Pittsburgh Steelers tight end Heath Miller injured his knee in the fourth quarter of Week 16's loss to the Cincinnati Bengals, and the diagnosis—torn anterior cruciate, medial collateral ligaments and a damaged PCL—is one of the worst a football player can hear.
His season is over—and so is the Steelers', who were knocked out of playoff contention in the loss—but Miller's injury will reverberate well into 2013.
Without question, Miller was quarterback Ben Roethlisberger's best and most reliable passing target this season. He was second in overall receiving yards, with 816 (only Mike Wallace has more, with 836), he caught 71 of the 101 passes thrown his way, he tied Wallace for the most receiving touchdowns scored with eight and he leads the team in both yards after the catch (531) and first downs (44), while never fumbling once.
The change in offensive coordinator from Bruce Arians to Todd Haley made Miller more important to his team than ever. Instead of Roethlisberger being constantly encouraged to look for the deep ball, the passing game was shortened and spread out laterally in an attempt to produce more completions, control the pace of the game and increase passing efficiency and efficacy, all while keeping Roethlisberger protected.
That worked, especially through the first 10 weeks of the season, because of Miller. And, in the latter part of the season, when the offense appeared to sputter out, Miller was often the only bright spot.

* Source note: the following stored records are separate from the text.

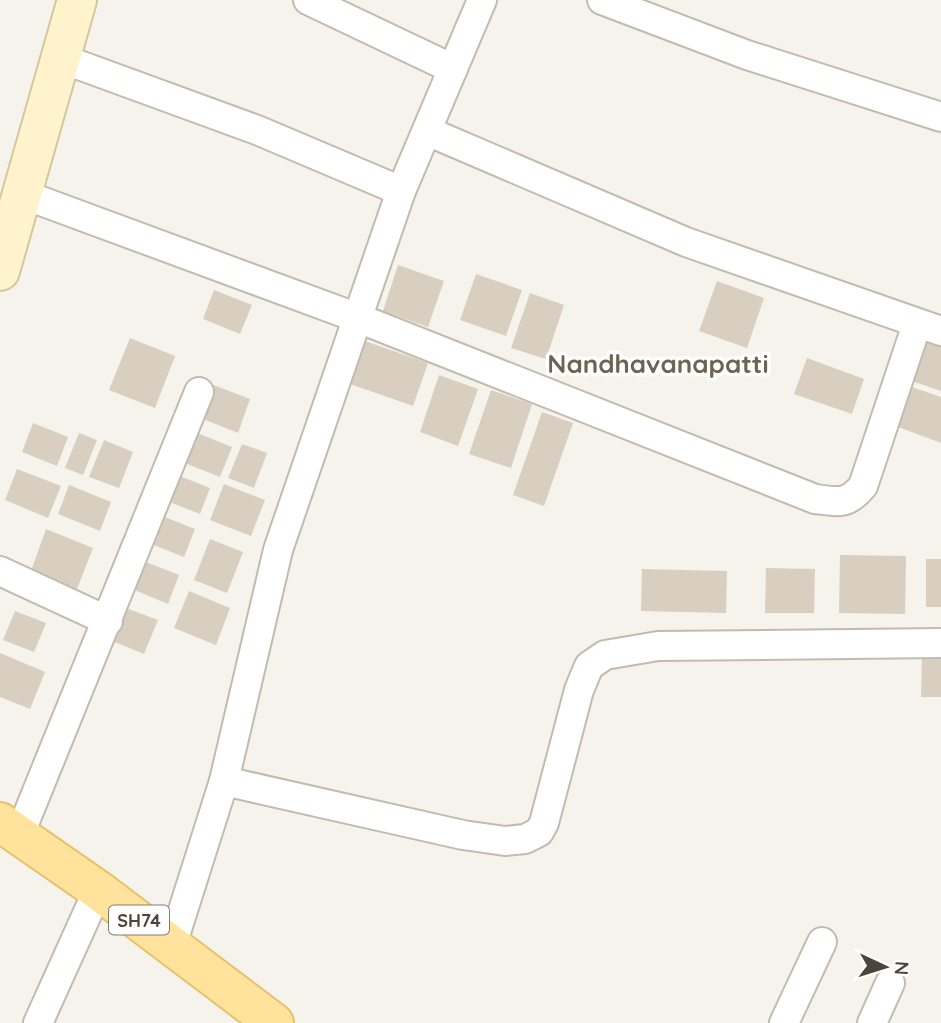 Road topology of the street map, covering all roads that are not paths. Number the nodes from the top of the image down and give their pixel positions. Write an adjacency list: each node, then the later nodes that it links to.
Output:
1 (76, 0): 5 (street)
2 (307, 0): 6 (street)
3 (482, 0): 6 (street)
4 (602, 0): 7 (street)
5 (60, 58): 9 (street); 10 (street)
6 (453, 69): 8 (street)
7 (941, 117)
8 (427, 131): 9 (street); 13 (street)
9 (401, 191): 12 (street)
10 (22, 194): 11 (street); 12 (street)
11 (0, 271)
12 (358, 318): 13 (street); 18 (street)
13 (929, 328)
14 (199, 392): 16 (street)
15 (0, 570): 16 (street)
16 (108, 621): 19 (street)
17 (941, 643): 18 (street)
18 (224, 781): 22 (street)
19 (9, 829): 20 (main road, SH74)
20 (98, 890): 22 (main road, SH74); 25 (street)
21 (822, 942): 26 (street)
22 (172, 945): 24 (main road, SH74)
23 (890, 983): 27 (street)
24 (266, 1020)
25 (38, 1023)
26 (785, 1023)
27 (872, 1023) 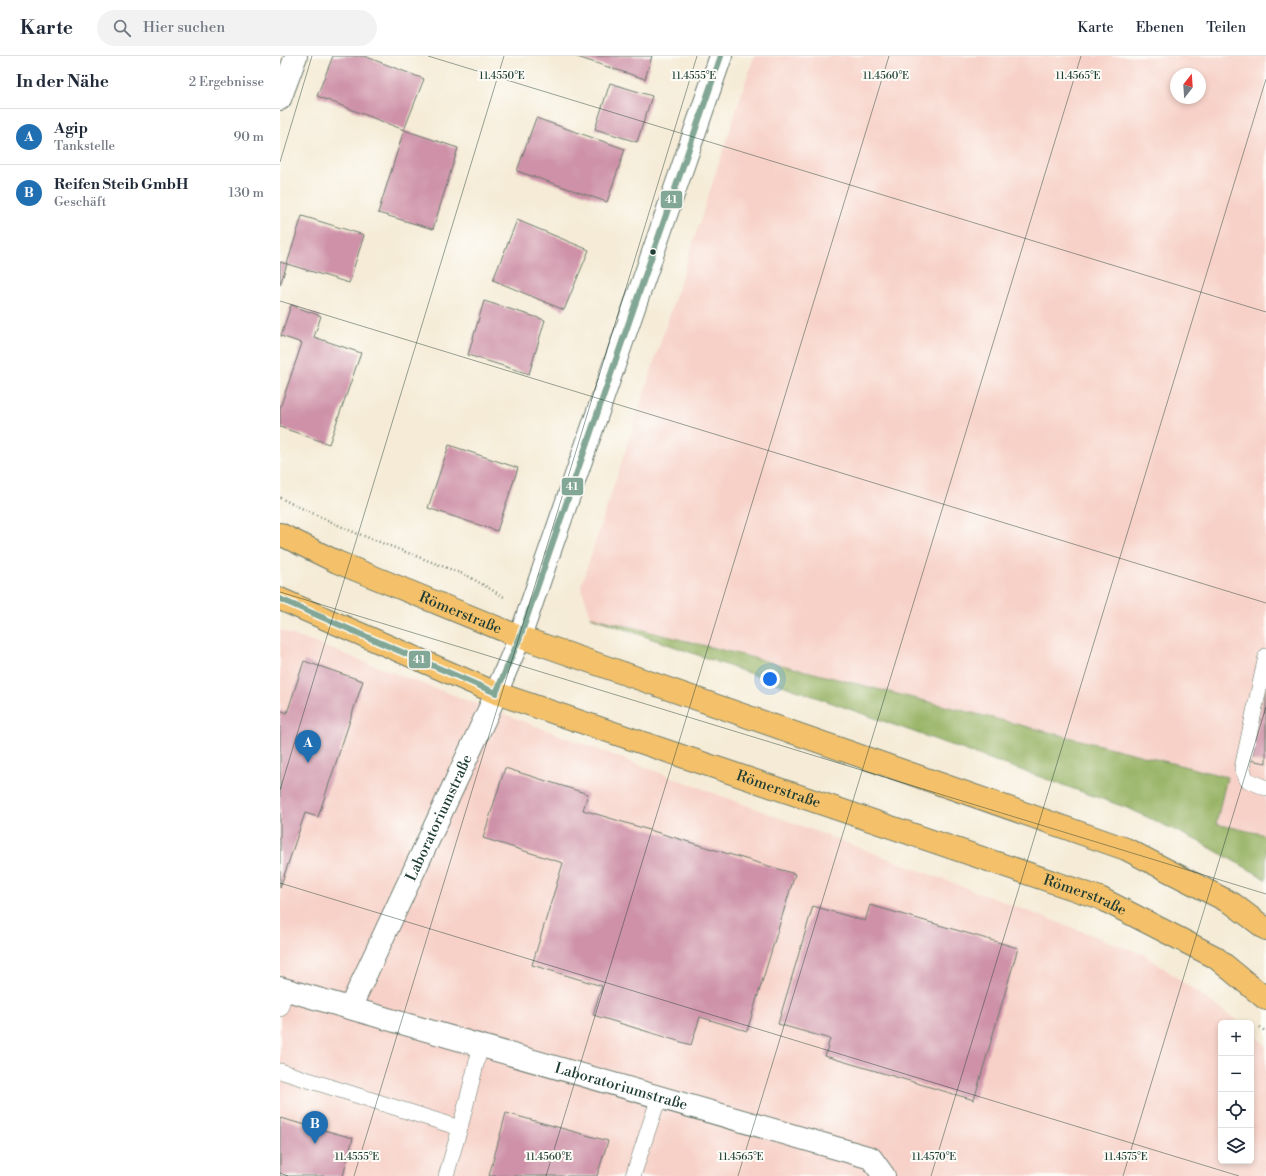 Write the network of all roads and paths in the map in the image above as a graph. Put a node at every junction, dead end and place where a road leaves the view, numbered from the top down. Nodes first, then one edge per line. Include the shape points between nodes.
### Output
1 (296, 56) edge
2 (721, 56) edge
3 (280, 99) edge
4 (280, 498) edge
5 (280, 534) edge
6 (280, 599) edge
7 (528, 614) junction
8 (520, 637) junction
9 (1266, 656) edge
10 (496, 693) junction
11 (1266, 788) edge
12 (1266, 929) edge
13 (282, 995) edge
14 (1266, 999) edge
15 (350, 1008) junction
16 (481, 1046) junction
17 (280, 1071) edge
18 (659, 1097) junction
19 (460, 1128) junction
20 (446, 1176) edge
21 (633, 1176) edge
22 (884, 1176) edge

1 - 3 street
2 - 7 street, Laboratoriumstraße
4 - 7 path via 352,531 468,576
5 - 8 main road, Römerstraße via 337,562
6 - 10 main road, Römerstraße
7 - 8 street, Laboratoriumstraße
8 - 10 street, Laboratoriumstraße
8 - 12 main road, Römerstraße via 1126,849 1233,904
9 - 11 lane via 1242,768 1247,780
10 - 14 main road, Römerstraße via 1100,898 1215,957
10 - 15 street, Laboratoriumstraße
13 - 15 street, Laboratoriumstraße
15 - 16 street, Laboratoriumstraße
16 - 18 street, Laboratoriumstraße
16 - 19 lane
17 - 19 lane
18 - 21 lane
18 - 22 street, Laboratoriumstraße via 871,1158
19 - 20 lane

While the nature of the injury is serious, the timing of its occurrence is even more concerning for the Steelers in the months ahead. Miller isn't Adrian Peterson—no one is, really—so it's presumptuous to assume that he can recover from two torn ligaments and be healthy enough to play come Week 1 of the upcoming season. The Steelers will need to have a contingency plan in place, and that could serve to alter their plans regarding both free agency and the draft.

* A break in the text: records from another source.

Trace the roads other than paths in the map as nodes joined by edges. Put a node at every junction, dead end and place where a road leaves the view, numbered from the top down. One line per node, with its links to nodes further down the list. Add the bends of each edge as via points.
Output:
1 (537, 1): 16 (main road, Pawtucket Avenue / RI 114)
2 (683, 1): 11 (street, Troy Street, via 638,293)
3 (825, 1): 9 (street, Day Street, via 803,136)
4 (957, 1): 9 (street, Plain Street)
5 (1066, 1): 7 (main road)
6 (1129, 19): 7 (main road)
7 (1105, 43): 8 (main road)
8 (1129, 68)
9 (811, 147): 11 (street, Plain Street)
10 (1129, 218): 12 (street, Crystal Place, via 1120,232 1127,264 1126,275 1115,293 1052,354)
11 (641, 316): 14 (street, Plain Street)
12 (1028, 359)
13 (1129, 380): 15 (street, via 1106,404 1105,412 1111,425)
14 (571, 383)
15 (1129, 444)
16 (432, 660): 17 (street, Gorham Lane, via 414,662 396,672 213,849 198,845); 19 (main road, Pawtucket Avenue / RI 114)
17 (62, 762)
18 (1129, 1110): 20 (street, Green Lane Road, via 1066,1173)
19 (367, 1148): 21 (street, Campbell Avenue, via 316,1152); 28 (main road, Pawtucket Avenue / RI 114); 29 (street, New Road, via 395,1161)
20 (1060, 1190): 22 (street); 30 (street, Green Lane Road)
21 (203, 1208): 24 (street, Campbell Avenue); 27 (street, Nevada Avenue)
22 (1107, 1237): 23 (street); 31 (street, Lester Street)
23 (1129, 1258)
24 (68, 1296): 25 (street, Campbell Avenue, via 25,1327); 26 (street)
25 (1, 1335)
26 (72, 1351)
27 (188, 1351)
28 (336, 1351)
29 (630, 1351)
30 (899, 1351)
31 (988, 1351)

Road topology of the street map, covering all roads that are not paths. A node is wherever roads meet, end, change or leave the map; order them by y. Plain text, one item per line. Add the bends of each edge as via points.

For yet another year, the Steelers are going to be in terrible salary-cap shape, which will necessitate another round of roster cuts and contract restructuring to get in under the projected $121 million ceiling.
Though other, non-Miller tight ends on the roster aren't particularly expensive (Leonard Pope, who is an unrestricted free agent after this year, cost just $700,000 in his only Steelers season, while seventh-round draft pick David Paulson is owed only $480,000 next season), every penny they have needs to be spent well.

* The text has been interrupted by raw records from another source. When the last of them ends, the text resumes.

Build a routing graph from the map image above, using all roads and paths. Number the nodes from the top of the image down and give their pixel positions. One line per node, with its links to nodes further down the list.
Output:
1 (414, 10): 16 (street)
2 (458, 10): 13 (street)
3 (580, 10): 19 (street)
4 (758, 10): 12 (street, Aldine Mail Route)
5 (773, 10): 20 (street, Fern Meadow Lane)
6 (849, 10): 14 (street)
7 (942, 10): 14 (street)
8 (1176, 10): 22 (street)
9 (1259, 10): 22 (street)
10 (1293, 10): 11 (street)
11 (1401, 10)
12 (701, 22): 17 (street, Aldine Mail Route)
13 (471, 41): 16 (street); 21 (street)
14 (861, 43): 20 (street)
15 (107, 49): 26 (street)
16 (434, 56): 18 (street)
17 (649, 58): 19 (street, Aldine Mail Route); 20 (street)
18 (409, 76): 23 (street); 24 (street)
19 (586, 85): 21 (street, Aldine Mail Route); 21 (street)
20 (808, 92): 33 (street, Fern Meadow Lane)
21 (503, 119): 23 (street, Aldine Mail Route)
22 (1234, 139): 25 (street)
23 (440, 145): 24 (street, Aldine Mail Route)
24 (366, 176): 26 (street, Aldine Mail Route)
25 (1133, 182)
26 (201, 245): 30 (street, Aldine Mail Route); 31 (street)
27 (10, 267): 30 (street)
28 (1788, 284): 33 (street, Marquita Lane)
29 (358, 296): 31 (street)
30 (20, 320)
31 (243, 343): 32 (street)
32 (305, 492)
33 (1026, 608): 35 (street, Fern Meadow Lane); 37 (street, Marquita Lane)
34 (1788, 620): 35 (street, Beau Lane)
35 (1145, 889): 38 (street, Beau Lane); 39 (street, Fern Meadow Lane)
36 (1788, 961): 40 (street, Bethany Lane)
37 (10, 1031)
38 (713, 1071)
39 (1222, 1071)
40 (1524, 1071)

With Miller being this severely hurt, it means they'll have to spend money on another tight end—whether it be Pope or another free agent—or they'll need to use a high draft pick on one who can contribute right away. Both options are expensive for the Steelers, especially in a year when the team has a lot of key decisions to make and so many needs to meet all around the roster.
A position of need may have to wait until next year, when it comes to the draft, while a player the Steelers hoped to retain for another season may have to be released in order to free up enough cash for an additional tight end.
This could result in the Steelers putting off getting the perfect safety to take over for Troy Polamalu, not giving a restricted free agent like Isaac Redman, Jonathan Dwyer or Emmanuel Sanders an offer, or choosing to retain restricted free-agent cornerback Josh Victorian over the unrestricted Keenan Lewis. This isn't a small matter when it comes to the team's immediate future.
Not having Miller in Week 1 (or longer) is a terrible disadvantage for the Steelers as it is, but the aftershocks of the injury on their roster and pocketbook makes this a potentially devastating development for the Steelers' 2013 season, though it hasn't even yet begun.